Perhaps we think of her place in the Modernist movementher vital role in the philosophical and artistic surge of of the early 1900s. Though one thing we have perhaps in some ways neglected in regards to the legacy of Virginia Woolf is how she laid the groundwork for the initial waves of the feminist movement—how through her writing, she helped pave the way for gender equality and women’s rights for years to come.

Being someone who was raised primarily by his mother, I am personally indebted to Virginia Woolf for her part in cultivating this most essential social principle, that of equal opportunity amidst different genders. I would like to do my best to repay this debt of gratitude through further articulating how her writing prefaced the proliferation of these values and the expansion of feminist thought.

So, I recently ordered a copy of A Room Of One’s Own, an extended essay by Woolf on the role of women in literature, and I have been chipping away at it with an eager haste.

I just finished two of her acclaimed novels, that of To The Lighthouse and The Waves. Thought these text I had came to know Woolf in regards to the immense fluidity and expressiveness of her storytelling voice and her capacity to articulate the human experience through anecdote and narration.

I suppose it is not much of a surprise that she is a brilliant essayist as well. Nonetheless, I’ve garnered a great deal from her pointed realism and her ability to aptly communicate the historical struggle of women to “have a room of one’s own,” so to speak.

I would say her essential thesis, if she even approached her essay as such, would be that in the realm of artistry, men have had a profound advantage both socially and economically, and that for a woman to truly meet her potential as an artist, she must come to transcend these conditioned barriers, moving beyond these deeply ingrained limitations that have been so incremental in determining the trajectory of culture. She said:

“A woman, then, who was born with a gift of poetry in the 16th century, was an unhappy woman, a woman at strife against herself. All of the conditions of her life, all of her own instincts, were hostile to the state of mind which is needed to set free whatever is in the brain.”

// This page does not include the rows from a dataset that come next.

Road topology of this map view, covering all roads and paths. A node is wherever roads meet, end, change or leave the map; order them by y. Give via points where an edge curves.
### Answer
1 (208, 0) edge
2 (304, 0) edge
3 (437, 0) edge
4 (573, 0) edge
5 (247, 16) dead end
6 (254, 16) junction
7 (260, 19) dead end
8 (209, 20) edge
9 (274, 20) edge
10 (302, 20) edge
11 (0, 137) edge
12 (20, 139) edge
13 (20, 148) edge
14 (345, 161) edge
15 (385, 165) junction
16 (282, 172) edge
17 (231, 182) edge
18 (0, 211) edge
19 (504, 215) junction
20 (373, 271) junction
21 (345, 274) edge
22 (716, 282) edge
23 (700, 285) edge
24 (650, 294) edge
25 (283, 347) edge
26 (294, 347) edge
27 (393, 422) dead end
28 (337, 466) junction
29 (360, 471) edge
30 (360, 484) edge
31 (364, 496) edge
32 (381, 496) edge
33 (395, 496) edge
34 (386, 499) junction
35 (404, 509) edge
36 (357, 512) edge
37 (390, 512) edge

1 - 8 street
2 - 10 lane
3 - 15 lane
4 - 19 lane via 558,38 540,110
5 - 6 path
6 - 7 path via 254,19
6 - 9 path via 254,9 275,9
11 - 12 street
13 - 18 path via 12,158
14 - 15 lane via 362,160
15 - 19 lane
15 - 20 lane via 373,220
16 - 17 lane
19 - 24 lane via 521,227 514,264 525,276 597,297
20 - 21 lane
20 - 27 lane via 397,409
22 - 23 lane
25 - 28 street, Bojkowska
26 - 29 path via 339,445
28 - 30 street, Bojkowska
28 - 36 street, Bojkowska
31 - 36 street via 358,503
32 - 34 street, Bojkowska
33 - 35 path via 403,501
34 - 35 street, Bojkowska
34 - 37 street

One thing that really struck me while reading was her ability to express the inner world of women who aspired to create—to skillfully communicate with honesty the war that was happening inside any woman who wished to step out of her predetermined role and seemingly immovable function in society. I can really empathize with the inner state that she describes, which is both a testament to her writing prowess, as well as her deeply experiential understanding of the subject at hand.

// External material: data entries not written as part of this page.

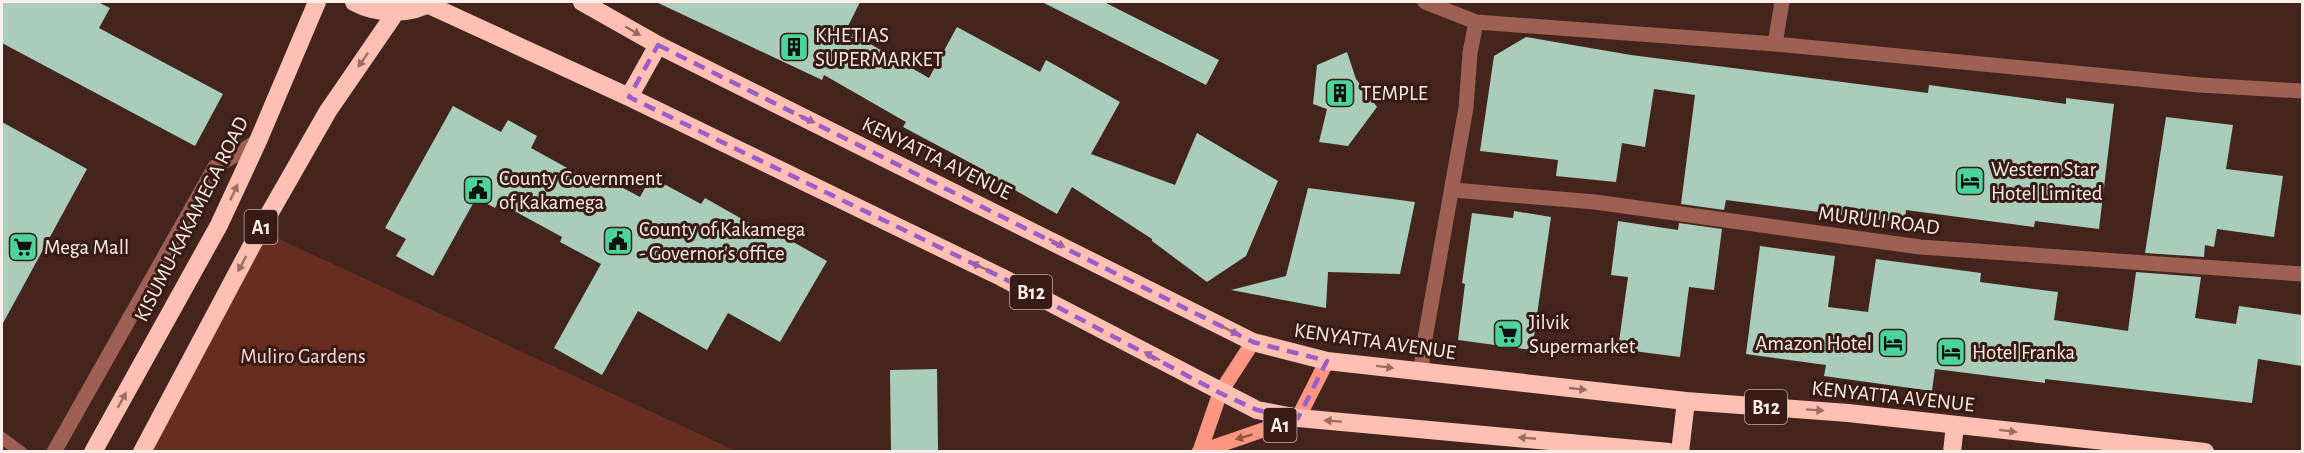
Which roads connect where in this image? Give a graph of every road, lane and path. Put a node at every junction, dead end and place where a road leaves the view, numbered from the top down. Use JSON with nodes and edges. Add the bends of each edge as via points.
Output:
{"nodes":[{"id":1,"x":317,"y":2,"type":"edge"},
{"id":2,"x":354,"y":2,"type":"edge"},
{"id":3,"x":582,"y":2,"type":"edge"},
{"id":4,"x":1425,"y":2,"type":"edge"},
{"id":5,"x":1782,"y":2,"type":"edge"},
{"id":6,"x":430,"y":3,"type":"edge"},
{"id":7,"x":396,"y":12,"type":"junction"},
{"id":8,"x":1476,"y":22,"type":"junction"},
{"id":9,"x":1775,"y":44,"type":"junction"},
{"id":10,"x":658,"y":45,"type":"junction"},
{"id":11,"x":2302,"y":91,"type":"edge"},
{"id":12,"x":629,"y":97,"type":"junction"},
{"id":13,"x":258,"y":141,"type":"junction"},
{"id":14,"x":1453,"y":190,"type":"junction"},
{"id":15,"x":2302,"y":274,"type":"edge"},
{"id":16,"x":1253,"y":342,"type":"junction"},
{"id":17,"x":1327,"y":361,"type":"junction"},
{"id":18,"x":1421,"y":372,"type":"junction"},
{"id":19,"x":1220,"y":393,"type":"junction"},
{"id":20,"x":1686,"y":401,"type":"junction"},
{"id":21,"x":1298,"y":418,"type":"junction"},
{"id":22,"x":1956,"y":425,"type":"junction"},
{"id":23,"x":2,"y":438,"type":"edge"},
{"id":24,"x":63,"y":444,"type":"edge"},
{"id":25,"x":1200,"y":451,"type":"edge"},
{"id":26,"x":21,"y":452,"type":"edge"},
{"id":27,"x":54,"y":452,"type":"edge"},
{"id":28,"x":93,"y":452,"type":"edge"},
{"id":29,"x":142,"y":452,"type":"edge"},
{"id":30,"x":1669,"y":452,"type":"edge"},
{"id":31,"x":1680,"y":452,"type":"edge"},
{"id":32,"x":1952,"y":452,"type":"edge"},
{"id":33,"x":2205,"y":452,"type":"edge"}],
"edges":[{"from":1,"to":13,"type":"highway","name":"KISUMU-KAKAMEGA ROAD","number":"A1"},
{"from":2,"to":7,"type":"highway"},
{"from":3,"to":10,"type":"highway","name":"KENYATTA AVENUE","number":"B12","one_way":true},
{"from":4,"to":8,"type":"street"},
{"from":5,"to":9,"type":"street"},
{"from":6,"to":7,"type":"highway"},
{"from":6,"to":12,"type":"highway","number":"B12"},
{"from":7,"to":29,"type":"highway","number":"A1","one_way":true,"via":[[328,111]]},
{"from":8,"to":9,"type":"street"},
{"from":8,"to":14,"type":"street"},
{"from":9,"to":11,"type":"street","via":[[2200,85]]},
{"from":10,"to":12,"type":"highway"},
{"from":10,"to":16,"type":"highway","name":"KENYATTA AVENUE","number":"B12","one_way":true},
{"from":19,"to":12,"type":"highway","number":"B12","one_way":true,"via":[[1001,277]]},
{"from":13,"to":24,"type":"street","via":[[215,166]]},
{"from":28,"to":13,"type":"highway","name":"KISUMU-KAKAMEGA ROAD","number":"A1","one_way":true,"via":[[219,225]]},
{"from":14,"to":15,"type":"street","name":"MURULI ROAD","via":[[1595,202],[1920,247]]},
{"from":14,"to":18,"type":"street"},
{"from":16,"to":17,"type":"highway","name":"KENYATTA AVENUE","number":"B12"},
{"from":16,"to":19,"type":"main road","number":"A1"},
{"from":17,"to":18,"type":"highway","name":"KENYATTA AVENUE","number":"B12","one_way":true},
{"from":17,"to":21,"type":"main road","number":"A1"},
{"from":18,"to":20,"type":"highway","name":"KENYATTA AVENUE","number":"B12","one_way":true},
{"from":19,"to":21,"type":"highway","number":"B12","via":[[1257,410]]},
{"from":19,"to":25,"type":"main road","number":"A1"},
{"from":20,"to":22,"type":"highway","name":"KENYATTA AVENUE","number":"B12","one_way":true,"via":[[1848,412]]},
{"from":20,"to":31,"type":"highway"},
{"from":21,"to":25,"type":"main road","number":"A1","one_way":true},
{"from":30,"to":21,"type":"highway","number":"B12","one_way":true},
{"from":22,"to":32,"type":"highway"},
{"from":22,"to":33,"type":"highway","name":"KENYATTA AVENUE","number":"B12","one_way":true},
{"from":23,"to":26,"type":"lane"},
{"from":24,"to":27,"type":"street"}]}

“Her mind must have been strained and her vitality lowered by the need of opposing this, of disproving that. For here again we come within range of that very interesting and obscure masculine complex which has had so much influence upon the women’s movement; that deep seated desire, not so much she shall be inferior as that he shall be superior, which plants him wherever one looks, not only in front of the arts, but barring the way to politics too, even when the risk to himself seems infinitesimal and the suppliant humble and devoted.”

I feel as though she rightly encompasses the underlying psychological forces that have led to and perpetuated this “masculine complex” that has truly taken the reigns of modern civilization. She is also rather careful about demonizing the masculine enterprise, which is crucial if we are to have an honest and open conversation about gender roles and social
equity.

Virginia seems to have a tight grasp on the existential underpinnings of gender inequality, which has less to do with an actual hatred of women as it does with the egoic propensity of men to prop themselves up. It is more of a narcissistic tendency than some kind of innate misogyny or intrinsic chauvinism that men carry, which isn’t my attempt to make it seem any less insidious, for surely a tremendous amount of suffering has arisen out of it regardless of psychological basis.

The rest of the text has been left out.